Chiedu Osakwe, Nigeria’s Chief Trade Negotiator who disclosed this on Monday said that the trade remedies infrastructure was necessitated by concerns raised by stakeholders, particularly industry operators on efficient safeguards that protect the local industries before going ahead to sign the AfCFTA.
“There is a heightened determination to sign the agreement, but questions about when we will join is a political decision by government,” Osakwe said in Abuja, speaking to some select journalists in an interview.
“And that decision will be taken when we have adequately responded to the concerns of private sector investment holders and as you noticed a number of the concerns are not matters for the NOTN, power, border security, the domestic market,” he further noted.
Osakwe explained that Nigeria already has enough safeguards to take care of concerns raised in the ACFTA, and that all key issues raised by the stakeholders are being addressed.
Osakwe who is Director-General Nigerian Office for Trade Negotiation, explained, “In the agreement establishing the AfCFTA which Nigeria has not signed, we have a provision on trade remedies, we have an anti-dumping clause.

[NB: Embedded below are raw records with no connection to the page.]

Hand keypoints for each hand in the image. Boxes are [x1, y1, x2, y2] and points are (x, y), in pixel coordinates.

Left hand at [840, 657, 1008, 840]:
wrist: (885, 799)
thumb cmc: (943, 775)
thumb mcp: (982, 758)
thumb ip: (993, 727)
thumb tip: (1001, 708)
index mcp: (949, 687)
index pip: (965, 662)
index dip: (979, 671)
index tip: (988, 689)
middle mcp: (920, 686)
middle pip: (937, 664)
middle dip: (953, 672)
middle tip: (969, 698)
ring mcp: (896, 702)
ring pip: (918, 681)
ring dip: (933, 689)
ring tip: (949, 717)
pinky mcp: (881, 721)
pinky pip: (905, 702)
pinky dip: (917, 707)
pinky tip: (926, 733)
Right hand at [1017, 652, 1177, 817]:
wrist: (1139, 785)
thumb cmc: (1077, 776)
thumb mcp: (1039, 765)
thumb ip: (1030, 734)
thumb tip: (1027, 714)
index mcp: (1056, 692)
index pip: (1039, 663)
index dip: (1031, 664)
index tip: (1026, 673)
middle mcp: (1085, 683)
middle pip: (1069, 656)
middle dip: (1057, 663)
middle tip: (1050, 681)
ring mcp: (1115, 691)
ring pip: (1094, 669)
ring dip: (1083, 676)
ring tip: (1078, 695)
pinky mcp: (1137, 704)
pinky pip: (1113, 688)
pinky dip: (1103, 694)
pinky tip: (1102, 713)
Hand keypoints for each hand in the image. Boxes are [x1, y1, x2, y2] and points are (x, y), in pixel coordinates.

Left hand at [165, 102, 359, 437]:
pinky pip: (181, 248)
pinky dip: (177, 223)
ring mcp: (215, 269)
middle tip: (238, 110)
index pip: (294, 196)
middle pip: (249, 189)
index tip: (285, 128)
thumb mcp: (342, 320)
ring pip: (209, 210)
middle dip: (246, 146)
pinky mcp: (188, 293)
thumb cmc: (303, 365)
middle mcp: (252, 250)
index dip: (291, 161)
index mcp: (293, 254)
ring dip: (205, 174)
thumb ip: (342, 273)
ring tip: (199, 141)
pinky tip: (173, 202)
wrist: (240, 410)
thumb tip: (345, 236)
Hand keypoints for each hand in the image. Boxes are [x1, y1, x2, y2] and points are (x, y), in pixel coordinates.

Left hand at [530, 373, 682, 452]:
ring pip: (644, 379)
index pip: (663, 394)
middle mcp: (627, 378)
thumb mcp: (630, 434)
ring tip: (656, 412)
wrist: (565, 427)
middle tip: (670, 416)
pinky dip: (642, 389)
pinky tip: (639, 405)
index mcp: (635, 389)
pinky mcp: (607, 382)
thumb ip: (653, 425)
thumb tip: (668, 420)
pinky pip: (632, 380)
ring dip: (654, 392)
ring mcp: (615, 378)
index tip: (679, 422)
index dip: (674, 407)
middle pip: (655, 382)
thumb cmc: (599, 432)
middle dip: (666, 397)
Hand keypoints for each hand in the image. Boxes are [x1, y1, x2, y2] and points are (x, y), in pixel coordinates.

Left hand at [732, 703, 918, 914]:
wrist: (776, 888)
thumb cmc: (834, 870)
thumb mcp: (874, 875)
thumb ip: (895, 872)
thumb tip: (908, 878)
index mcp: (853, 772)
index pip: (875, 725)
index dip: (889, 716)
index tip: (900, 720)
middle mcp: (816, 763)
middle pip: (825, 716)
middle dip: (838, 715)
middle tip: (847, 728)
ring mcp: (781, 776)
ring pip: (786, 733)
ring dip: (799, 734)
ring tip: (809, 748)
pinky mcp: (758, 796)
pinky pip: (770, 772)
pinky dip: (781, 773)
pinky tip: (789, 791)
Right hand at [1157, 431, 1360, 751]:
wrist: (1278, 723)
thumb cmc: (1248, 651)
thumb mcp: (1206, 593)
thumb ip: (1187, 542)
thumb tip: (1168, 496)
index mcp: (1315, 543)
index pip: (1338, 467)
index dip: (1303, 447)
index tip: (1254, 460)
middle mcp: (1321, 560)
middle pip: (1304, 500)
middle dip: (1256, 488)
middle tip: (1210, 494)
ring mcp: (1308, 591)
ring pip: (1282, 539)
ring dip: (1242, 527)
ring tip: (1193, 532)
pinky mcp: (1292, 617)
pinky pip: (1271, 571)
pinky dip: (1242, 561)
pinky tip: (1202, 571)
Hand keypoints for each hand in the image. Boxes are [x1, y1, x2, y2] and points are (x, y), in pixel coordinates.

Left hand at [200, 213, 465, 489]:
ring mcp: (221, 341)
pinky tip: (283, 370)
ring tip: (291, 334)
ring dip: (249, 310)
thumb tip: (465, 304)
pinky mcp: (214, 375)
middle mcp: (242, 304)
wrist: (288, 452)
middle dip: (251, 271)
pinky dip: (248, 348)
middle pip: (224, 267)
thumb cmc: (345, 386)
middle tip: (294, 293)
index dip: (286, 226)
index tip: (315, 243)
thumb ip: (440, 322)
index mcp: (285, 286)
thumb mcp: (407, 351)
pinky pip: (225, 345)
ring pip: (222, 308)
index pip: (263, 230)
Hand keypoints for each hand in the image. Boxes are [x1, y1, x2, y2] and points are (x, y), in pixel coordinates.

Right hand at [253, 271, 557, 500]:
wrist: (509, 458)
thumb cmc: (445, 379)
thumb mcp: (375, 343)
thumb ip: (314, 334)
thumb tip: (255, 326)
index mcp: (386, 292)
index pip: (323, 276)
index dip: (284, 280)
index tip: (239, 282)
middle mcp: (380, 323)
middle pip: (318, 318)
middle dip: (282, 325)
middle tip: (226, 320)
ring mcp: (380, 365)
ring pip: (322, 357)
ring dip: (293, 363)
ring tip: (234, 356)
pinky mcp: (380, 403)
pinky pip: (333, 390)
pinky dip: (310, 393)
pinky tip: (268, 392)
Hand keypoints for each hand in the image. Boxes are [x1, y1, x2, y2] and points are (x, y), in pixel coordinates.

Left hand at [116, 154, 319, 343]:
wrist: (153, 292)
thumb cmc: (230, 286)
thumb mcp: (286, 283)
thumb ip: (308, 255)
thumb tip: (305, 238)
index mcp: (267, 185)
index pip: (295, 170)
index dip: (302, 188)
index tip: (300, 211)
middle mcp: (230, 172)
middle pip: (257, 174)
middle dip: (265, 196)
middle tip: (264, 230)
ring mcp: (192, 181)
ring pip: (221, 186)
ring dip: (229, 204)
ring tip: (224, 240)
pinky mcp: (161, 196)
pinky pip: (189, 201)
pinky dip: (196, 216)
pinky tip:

This is on the basis on which a member country can apply certain duties on products that have been sold below market price from its producer, importer into Nigeria.
“Secondly, we have a provision on counter veiling measures to trade distorting subsidies, if the importer from another country has used illegal and trade distorting subsidies like export grants, export subsidies, loans that some countries give to their businesses, which they never ask back, to give them an unfair advantage, we have a clause on counter veiling duties on such products in the AfCFTA.
“Number three as part of the trade remedies is infrastructure, in the AfCFTA, we have the preferential safeguard, which is not the anti-dumping, counter veiling duties, but a safe guard provision you have in an all trade agreements to deal with the probability that when you liberalize in some instances, you have a surge of imports and what that preferential safeguard is does is to help you stop the imports.
“But despite those clauses, the manufacturers also raised concerns that the country does not have enough infrastructure of trade to implement those clauses.
At the moment, 47 countries have signed the agreement, approximately 10 have ratified to come into force.
“On where that leaves Nigeria if it neither sign nor ratify, my answer to that is that lets deal with that when we get there, I don’t want to speculate,” Osakwe stated
He said following these ‘legitimate’ concerns, the Nigerian Office for Trade in December last year signed on behalf of the government, a memorandum of understanding with the King and Spalding, a leading global law firm on trade remedy to train and help Nigeria build capacity on trade remedy infrastructure at no cost.
“We signed an MoU on the basis that they will work with Nigeria to draft a trade remedy infrastructure and plot the parameters of how this will work in practice. The training at the King and Spalding offices in Lagos was for a three months period and they were opened for transparency reasons.
“We now have a program of work on the basis on which no later than the end of this year, December that trade remedy infrastructure will be in place, on the basis of the following; a bill will go the National Assembly, but it will be operating on the basis of the executive authority depending on how long the legislative process of enactment takes because sometimes it takes a while, so the first element of it is a law and or an executive mandate to operate it,” the Chief Negotiator explained.
He also explained that an investigating authority would be key and would be responsible for inspecting, analysing the products coming into it, another component was that government would be scaling up the infrastructure for implementing the rules of origin/agreement for the AfCFTA.
Giving feedback on the recent government-stakeholders engagement as mandated by the President, Osakwe said there was a significant nationwide support that Nigeria should go ahead with the agreement establishing the African Continental Free Trade Area.
According to him, stakeholders, however, demanded that key issues like power supply which will help drive competiveness of the local industries should be fixed, as well as improving more on the enabling environment for business, although a lot of progress has been made.
He said the private sector stakeholders were really aggravated by the harassment in the domestic market by the representatives of the security agencies, the tolls, the proliferation of taxes, check points even agents coming into the domestic market.
He said the stakeholders also urged the need to transform the huge informal trade that goes in the country’s different trade corridors to formal trade, as they also advocated that those trade corridors be kept open.
He said there was also a strong call to integrate Women’s entrepreneurs into trade as well as a 21st Century trade policy coordination, and implementation and monitoring mechanism for trade, which is said is ‘absolutely important,’” among others.